Therefore, Sentsov deserves the full support of the West, reads the editorial of The New York Times.
“In the midst of hosting the World Cup soccer extravaganza, the last thing Vladimir Putin wants to be reminded of is human rights, Crimea or Ukraine. That’s a good reason to raise the case of Oleg Sentsov, a Ukrainian filmmaker who has been on a hunger strike for more than a month in a remote Siberian penal colony, to remind the Russian president that his costly sport show does not wipe away his government’s crimes,” NYT editors and journalists stress.

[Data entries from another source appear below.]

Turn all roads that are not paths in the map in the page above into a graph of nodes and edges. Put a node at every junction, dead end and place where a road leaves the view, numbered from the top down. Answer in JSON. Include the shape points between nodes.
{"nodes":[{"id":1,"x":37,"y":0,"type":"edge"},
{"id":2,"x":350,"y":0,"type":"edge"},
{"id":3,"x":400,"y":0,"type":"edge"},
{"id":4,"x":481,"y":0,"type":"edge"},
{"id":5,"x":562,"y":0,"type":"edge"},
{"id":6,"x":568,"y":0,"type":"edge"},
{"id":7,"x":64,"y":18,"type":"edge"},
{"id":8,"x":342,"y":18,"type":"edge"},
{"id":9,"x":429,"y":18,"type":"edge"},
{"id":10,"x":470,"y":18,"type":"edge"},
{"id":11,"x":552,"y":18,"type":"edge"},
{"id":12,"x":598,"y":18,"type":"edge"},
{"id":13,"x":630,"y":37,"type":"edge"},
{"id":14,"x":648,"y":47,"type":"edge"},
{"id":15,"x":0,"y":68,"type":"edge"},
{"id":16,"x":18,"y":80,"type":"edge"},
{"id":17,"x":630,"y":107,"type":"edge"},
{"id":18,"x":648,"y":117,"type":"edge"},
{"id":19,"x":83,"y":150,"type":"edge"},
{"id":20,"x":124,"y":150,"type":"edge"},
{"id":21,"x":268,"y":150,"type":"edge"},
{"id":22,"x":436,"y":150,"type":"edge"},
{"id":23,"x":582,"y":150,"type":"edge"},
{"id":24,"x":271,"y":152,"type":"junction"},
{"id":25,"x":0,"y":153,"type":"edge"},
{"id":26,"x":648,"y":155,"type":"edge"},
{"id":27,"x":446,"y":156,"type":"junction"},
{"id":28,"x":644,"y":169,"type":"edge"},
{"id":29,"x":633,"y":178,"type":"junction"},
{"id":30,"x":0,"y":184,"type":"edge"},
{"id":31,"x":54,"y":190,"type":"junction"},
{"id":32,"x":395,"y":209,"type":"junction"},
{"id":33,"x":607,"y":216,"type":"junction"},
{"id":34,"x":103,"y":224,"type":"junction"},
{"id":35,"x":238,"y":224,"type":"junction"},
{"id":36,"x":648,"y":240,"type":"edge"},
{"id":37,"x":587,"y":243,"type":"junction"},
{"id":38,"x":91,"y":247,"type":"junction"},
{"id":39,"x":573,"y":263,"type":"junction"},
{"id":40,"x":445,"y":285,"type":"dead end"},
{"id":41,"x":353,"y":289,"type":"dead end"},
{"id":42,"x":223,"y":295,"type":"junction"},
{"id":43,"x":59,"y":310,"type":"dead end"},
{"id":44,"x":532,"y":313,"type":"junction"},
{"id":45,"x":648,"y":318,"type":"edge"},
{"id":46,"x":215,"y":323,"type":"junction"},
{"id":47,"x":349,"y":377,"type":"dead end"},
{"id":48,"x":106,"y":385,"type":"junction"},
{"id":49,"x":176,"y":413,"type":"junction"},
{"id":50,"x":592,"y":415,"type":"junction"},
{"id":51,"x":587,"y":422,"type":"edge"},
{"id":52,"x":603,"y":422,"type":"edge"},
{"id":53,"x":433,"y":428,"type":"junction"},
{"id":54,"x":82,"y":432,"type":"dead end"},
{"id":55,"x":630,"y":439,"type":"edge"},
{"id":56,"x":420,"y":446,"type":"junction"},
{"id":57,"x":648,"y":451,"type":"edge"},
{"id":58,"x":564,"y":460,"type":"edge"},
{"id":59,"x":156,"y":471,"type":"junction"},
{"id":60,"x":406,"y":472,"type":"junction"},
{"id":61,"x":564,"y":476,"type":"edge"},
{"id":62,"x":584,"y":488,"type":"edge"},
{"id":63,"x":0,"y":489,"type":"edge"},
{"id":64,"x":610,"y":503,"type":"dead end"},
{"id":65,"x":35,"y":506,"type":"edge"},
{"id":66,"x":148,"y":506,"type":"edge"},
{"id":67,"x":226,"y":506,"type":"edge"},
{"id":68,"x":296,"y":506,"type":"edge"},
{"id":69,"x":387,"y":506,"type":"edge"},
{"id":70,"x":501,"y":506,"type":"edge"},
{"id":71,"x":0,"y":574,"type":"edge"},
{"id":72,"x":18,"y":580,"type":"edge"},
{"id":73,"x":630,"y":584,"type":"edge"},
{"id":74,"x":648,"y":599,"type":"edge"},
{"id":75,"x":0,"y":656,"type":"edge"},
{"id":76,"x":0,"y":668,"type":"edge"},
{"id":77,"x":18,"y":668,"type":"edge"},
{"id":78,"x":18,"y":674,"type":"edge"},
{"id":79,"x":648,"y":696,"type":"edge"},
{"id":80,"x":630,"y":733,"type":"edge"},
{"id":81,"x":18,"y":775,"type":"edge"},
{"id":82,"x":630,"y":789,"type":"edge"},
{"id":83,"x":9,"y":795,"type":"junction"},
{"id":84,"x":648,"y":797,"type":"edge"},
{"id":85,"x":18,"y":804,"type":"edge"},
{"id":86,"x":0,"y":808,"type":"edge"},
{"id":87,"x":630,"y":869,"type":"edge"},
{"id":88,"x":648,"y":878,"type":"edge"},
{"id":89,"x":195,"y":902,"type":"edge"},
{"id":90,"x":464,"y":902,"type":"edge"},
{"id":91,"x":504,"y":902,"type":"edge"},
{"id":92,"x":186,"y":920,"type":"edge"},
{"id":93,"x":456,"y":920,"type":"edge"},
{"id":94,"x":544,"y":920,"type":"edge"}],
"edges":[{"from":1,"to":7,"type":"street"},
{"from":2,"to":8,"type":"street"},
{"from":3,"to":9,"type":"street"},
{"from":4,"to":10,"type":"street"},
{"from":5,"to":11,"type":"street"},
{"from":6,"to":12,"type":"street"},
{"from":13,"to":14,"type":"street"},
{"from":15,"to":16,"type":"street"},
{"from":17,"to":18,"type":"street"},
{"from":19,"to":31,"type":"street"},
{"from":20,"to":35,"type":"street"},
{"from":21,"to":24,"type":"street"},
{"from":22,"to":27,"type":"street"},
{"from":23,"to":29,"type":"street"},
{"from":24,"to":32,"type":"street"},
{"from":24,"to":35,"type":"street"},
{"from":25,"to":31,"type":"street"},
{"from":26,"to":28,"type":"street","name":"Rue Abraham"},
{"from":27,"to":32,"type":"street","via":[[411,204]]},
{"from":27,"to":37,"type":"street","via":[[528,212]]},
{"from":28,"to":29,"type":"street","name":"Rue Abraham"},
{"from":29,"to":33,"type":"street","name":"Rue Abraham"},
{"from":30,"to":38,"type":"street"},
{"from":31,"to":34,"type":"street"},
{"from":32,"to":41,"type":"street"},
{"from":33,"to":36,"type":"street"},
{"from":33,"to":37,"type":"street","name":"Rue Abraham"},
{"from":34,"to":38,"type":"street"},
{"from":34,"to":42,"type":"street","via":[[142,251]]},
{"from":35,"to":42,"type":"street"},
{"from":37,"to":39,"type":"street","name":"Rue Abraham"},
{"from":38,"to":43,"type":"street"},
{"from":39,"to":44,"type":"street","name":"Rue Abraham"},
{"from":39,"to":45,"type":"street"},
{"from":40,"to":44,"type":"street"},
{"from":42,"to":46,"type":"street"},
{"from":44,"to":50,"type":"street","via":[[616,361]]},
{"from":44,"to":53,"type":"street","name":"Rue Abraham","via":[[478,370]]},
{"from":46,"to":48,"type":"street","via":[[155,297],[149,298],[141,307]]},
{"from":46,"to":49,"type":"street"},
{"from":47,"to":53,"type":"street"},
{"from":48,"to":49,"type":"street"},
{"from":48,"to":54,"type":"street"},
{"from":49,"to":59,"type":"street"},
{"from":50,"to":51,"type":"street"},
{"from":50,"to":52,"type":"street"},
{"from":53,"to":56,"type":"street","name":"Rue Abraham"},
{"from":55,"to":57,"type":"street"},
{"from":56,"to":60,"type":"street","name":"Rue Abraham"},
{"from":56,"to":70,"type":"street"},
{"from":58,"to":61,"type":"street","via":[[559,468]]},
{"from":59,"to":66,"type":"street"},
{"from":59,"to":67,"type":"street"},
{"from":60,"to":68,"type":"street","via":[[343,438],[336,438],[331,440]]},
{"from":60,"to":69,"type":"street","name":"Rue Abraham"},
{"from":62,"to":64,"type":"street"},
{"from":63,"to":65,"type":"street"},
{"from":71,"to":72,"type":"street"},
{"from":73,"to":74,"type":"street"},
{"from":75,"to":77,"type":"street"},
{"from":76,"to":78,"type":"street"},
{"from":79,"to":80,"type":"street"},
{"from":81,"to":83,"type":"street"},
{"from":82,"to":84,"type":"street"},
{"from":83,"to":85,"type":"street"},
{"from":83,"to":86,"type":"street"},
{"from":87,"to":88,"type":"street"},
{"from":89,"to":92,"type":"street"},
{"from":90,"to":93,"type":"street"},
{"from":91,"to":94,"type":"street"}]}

“Following in the best tradition of the Soviet era”, Oleg Sentsov was sentenced to 20 years in prison. He said he was beaten into a confession. During Sentsov’s trial, the main witness against him retracted his testimony, saying it was given under torture. The case has raised an international outcry. “Prominent film directors, Russian and international, declared their support for Mr. Sentsov; the European Union called the case a “breach of international law and elementary standards of justice”; on Thursday, the European Parliament passed a resolution demanding the immediate release of Mr. Sentsov and the other Ukrainian prisoners,” the article reads.
The Kremlin has gone on its usual counterattack. It maliciously claimed that Mr. Sentsov’s bruises were not torture marks but a result of his “sadomasochism.” Kremlin-allied media have cast aspersions on his filmmaking and, of course, have claimed that Western protests over his incarceration are a ploy to undermine Russia’s World Cup tournament.
“No, no and no. Mr. Putin’s regime alone is responsible for the assaults on Ukraine, for Mr. Sentsov’s torture and phony trial,” The New York Times underscores.
Mr. Sentsov is risking his life to draw attention to all this. “He and the truth he proclaims deserve the full support of the West, no matter what is going on in Russia’s stadiums — or in Mr. Trump’s mind,” the NYT editorial board says.